LEBEN MIT MS

 

Neueste wissenschaftliche Erkenntnisse in der Immunmodulatorischen Stufentherapie der Multiplen Sklerose

 

Zweite aktualisierte Ergänzung der länderübergreifenden Therapieempfehlungen erschienen

In der Zeitschrift „Der Nervenarzt“ vom Juni 2002 wurde die II. Ergänzung zur „Immunmodulatorischen Stufentherapie“ veröffentlicht. Mit dieser fortlaufenden Aktualisierung sind die Therapieempfehlungen der Multiple Sklerose Therapie Konsensus Gruppe (MSTKG) immer auf dem neuesten Stand der Wissenschaft.

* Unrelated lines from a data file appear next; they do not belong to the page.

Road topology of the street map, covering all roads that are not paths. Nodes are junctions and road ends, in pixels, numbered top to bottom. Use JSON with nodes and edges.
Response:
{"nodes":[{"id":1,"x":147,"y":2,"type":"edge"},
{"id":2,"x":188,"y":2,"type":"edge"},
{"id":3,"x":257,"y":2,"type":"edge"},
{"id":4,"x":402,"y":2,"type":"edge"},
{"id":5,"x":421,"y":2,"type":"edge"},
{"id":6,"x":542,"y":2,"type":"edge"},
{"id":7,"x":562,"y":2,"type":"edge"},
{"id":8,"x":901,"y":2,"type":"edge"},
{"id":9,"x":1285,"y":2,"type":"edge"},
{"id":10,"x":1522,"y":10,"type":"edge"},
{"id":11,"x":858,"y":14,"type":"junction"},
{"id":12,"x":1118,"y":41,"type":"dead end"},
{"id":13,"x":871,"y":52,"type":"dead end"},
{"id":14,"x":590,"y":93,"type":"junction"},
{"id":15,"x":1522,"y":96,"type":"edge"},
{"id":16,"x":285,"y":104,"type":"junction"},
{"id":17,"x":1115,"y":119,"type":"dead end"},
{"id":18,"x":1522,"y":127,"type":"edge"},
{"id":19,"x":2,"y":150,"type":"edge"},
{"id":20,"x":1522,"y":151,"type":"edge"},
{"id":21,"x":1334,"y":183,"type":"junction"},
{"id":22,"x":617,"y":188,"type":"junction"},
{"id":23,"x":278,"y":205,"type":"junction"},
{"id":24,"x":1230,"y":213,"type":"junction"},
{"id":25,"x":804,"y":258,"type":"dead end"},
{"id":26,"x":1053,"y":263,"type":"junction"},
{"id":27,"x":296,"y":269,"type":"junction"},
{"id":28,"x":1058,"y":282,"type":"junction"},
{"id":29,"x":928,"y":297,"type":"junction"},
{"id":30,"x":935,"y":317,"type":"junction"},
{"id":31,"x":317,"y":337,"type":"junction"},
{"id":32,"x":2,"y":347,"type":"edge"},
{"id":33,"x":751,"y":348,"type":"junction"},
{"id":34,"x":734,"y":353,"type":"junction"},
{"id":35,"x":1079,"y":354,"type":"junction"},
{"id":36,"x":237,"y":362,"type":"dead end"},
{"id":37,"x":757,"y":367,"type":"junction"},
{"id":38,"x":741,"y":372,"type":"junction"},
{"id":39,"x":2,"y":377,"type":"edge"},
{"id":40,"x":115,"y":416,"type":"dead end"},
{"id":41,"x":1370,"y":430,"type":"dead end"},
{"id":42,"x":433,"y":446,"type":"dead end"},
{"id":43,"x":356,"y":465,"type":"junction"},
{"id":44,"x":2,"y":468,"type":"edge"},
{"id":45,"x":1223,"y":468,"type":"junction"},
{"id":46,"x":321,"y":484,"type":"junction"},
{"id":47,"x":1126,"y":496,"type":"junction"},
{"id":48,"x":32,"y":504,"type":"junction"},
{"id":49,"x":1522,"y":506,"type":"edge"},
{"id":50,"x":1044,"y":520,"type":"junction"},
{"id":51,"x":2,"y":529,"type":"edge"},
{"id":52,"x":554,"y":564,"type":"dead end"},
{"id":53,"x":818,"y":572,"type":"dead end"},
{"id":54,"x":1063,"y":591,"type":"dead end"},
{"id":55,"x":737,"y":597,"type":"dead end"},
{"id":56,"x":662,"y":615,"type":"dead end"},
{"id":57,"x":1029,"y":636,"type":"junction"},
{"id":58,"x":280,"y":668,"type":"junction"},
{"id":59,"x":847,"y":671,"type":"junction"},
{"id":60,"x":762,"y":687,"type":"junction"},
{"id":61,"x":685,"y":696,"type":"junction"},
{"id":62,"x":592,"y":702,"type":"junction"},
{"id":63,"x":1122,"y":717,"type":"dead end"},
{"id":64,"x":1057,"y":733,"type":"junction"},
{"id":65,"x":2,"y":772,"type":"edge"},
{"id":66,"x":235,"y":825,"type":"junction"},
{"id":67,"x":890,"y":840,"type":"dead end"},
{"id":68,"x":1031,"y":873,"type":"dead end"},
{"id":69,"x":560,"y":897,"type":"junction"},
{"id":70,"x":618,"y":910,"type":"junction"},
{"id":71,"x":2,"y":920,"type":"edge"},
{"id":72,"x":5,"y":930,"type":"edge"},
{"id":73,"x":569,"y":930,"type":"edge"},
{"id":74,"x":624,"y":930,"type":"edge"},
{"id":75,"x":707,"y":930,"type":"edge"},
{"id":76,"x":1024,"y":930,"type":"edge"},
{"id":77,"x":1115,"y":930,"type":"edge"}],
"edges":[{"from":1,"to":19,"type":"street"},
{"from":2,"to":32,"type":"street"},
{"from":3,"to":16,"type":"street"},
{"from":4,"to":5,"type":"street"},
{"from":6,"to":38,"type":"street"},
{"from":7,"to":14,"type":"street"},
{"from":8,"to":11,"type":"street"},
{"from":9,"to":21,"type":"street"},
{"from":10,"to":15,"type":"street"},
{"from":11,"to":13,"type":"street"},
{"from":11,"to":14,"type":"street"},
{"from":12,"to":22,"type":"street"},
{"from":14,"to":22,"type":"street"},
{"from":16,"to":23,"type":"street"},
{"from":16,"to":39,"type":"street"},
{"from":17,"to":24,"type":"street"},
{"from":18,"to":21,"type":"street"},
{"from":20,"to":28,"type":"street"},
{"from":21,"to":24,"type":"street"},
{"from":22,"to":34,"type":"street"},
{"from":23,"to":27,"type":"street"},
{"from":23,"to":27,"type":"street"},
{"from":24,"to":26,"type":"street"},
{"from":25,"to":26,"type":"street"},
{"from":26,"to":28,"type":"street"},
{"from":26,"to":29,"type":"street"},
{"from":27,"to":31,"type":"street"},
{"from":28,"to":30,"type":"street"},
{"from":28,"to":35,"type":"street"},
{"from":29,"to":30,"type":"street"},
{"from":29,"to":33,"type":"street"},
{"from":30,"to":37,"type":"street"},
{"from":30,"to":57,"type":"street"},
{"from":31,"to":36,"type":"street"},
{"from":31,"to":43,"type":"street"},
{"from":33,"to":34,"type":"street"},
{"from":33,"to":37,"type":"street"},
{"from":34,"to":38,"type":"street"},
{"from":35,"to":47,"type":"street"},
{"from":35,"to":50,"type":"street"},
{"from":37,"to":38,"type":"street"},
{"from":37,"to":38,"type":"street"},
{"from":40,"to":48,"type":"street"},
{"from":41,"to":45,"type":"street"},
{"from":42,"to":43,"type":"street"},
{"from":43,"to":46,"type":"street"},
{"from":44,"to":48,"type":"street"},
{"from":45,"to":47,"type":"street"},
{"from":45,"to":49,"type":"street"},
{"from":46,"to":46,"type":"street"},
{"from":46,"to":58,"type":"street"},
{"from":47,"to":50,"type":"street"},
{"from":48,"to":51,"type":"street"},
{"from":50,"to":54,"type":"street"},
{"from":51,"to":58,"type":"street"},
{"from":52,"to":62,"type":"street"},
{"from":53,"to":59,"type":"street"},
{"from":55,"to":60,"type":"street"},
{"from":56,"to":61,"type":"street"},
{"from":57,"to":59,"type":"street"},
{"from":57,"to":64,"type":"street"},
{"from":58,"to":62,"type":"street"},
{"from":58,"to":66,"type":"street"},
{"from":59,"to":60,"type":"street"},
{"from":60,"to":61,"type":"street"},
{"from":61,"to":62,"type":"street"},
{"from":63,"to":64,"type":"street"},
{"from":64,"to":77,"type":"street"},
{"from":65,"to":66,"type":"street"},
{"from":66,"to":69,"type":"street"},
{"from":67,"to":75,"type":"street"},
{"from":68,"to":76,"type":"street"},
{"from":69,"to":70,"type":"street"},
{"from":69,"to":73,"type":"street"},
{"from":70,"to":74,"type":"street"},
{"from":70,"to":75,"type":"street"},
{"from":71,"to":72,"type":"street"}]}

Im Jahr 1999 setzten sich erstmals die Vertreter der Ärztlichen Beiräte der deutschen, österreichischen und schweizerischen MS-Gesellschaften unter Federführung des Ärztlichen Beirates der DMSG-Bundesverband zusammen, um im gemeinsamen Konsens einheitliche Therapieempfehlungen zur Behandlung der MS zu entwickeln. Seitdem haben diese sowohl national als auch international starke Beachtung gefunden. Im Dezember 2000 erschien die I. Ergänzung, und da es seitdem wiederum eine Vielzahl neuer Erkenntnisse in der Forschung gegeben hat, wurde nun, mit dem Stand vom März 2002, die II. Ergänzung veröffentlicht.

Die aktualisierte Fassung zum Einsatz der immunmodulatorischen Stufentherapie bei der Behandlung der Multiplen Sklerose umfasst erstmals auch Aspekte der Diagnostik, Dokumentation und Kosten der Erkrankung. Die Umsetzung der aus Studiendaten gewonnenen Erkenntnisse in konkrete, evidenz-basierte Therapieempfehlungen, wie sie in den ersten beiden Publikationen der MSTKG dargestellt wurden, hat bereits zu einer Verbesserung der Behandlung von MS-Patienten geführt. Es deutet sich an, dass die neu gewonnene positive Einstellung zu einer aktiveren immunmodulatorischen Therapie auch eine Schrittmacherfunktion für die MS-Behandlung im Ganzen besitzt.

Durch die zunehmend standardisierte Dokumentation des Krankheitsverlaufes kann die individuelle Begründung zum Einsatz neuer preisintensiver Medikamente sowohl für den Patienten, als auch für den Kostenträger nachvollziehbar gestaltet werden. Hier hat die MSTKG bereits eine erfreuliche Breitenwirkung entfaltet. Viele medizinische Dienste und gerichtliche Sachverständige haben von den Therapieempfehlungen Gebrauch gemacht.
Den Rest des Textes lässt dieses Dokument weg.